Fragment: The Abduction Rite
A little bit of fiction I wrote a few years ago
I wrote this a few years ago. There's not really any fictional context for this, just something that popped into my head.
To the north, at the base of the mountain, nearly overtaken by the forest, lie the bones of an old city. Nobody knows whether our ancestors lived there or foreigners; however, the square buildings, formed from stacked massive stone blocks, are unlike our own. Very little remains in these structures. What wasn't removed by human hand years ago has long since been scoured away by time and the elements. However, each year in the spring, the ruins are once again occupied, for one day and night.
It is our way to celebrate our children coming of age twice. First, at the age of eight years, to mark the end of idle infancy and the beginning of the arduous path to adulthood. Second, at the age of sixteen years, to celebrate the completion of training and the assumption of adult responsibilities. All who have attained these ages have particular duties in the spring festival, and receive gifts as well. But there is another tradition, passed down from children to children, that adults dare not interfere in. The night the spring festival ends, when the adults are deeply asleep after a week of wine, song, dance, and feasting, the sixteen-year-olds gather together and then move from house to house, collecting the eight-year-olds. In the distant past, it is said that this was a genuine shock, but today the older children teach the younger ones to expect the nighttime visit. That isn't to say that the more dramatic youths never stage a false "kidnapping", with screaming and tears. Regardless of the disturbance, adults are not to intervene.
The older youths gather together with the younger ones and tell them that the time has come for their first venture into the wilderness. They will travel together to the north, to the bones of the old city, and they will shelter there for a night and day. The older youths are responsible for the safety of the younger ones. However, the expedition can only be supplied with a pittance of stolen goods. Everything else will have to be obtained from the wilds themselves.
Travel to the ruins is generally safe. In living memory, there have been occasional injuries, but no deaths. Once arrived, the older youths venture out to collect firewood and kindling. There have been times when the weather was too wet to permit this, and the youths have been forced to huddle together for warmth through the night.
In the morning, the older youths go hunting and the younger help forage. After returning, the older and younger children work together to prepare a wild feast. They drink well water, but it is also traditional for one sixteen-year-old to pilfer a bottle of wine from the festival. Even the eight-year-olds are allowed a sip, as a "taste of adulthood".
While the youths make merry in the ruins, the adults back in town have their own tradition. The parents of the "abducted" children wail when finding an empty bed, and hurry to the town square to raise a hue and cry. The parents of the "abductors" bemoan that they have raised their children to be bandits. Together, they search the village, going house to house and receiving ritual responses. Then, all the villagers dress in mourning clothes and gather together around sunset and wait.

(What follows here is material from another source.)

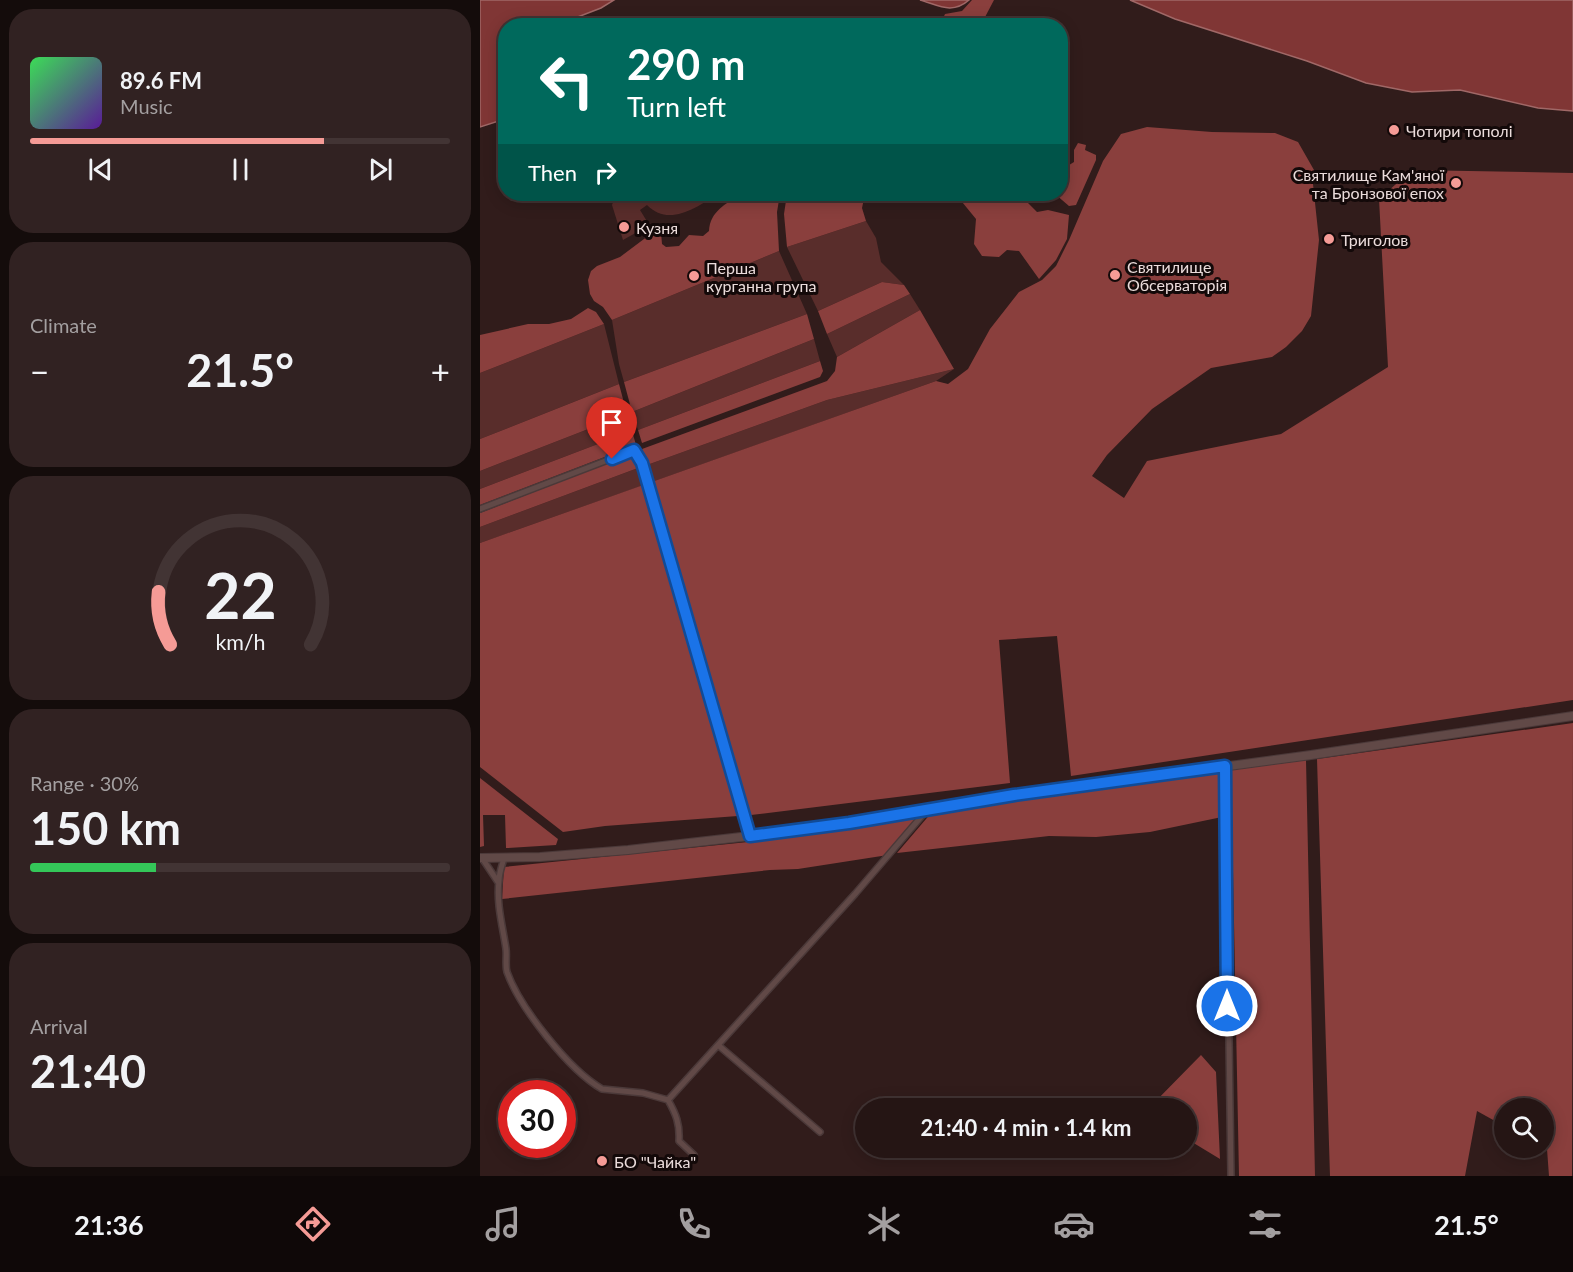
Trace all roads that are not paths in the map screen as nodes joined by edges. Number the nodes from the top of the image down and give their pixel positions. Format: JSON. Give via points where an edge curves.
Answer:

After feasting, the youths set off towards home, returning around sunset. The gathered adults cry out in "surprise" and joy and the children return to their parents. The parents of the young children shower them with kisses. In times past, it is said that one of the parents of each older youth would raise a hand to strike them, and the other would stay their hand, saying "they are an adult now; it is not for us to discipline them". But parents in our land have long since stopped striking their children as a way of discipline, so instead they are ritually scolded.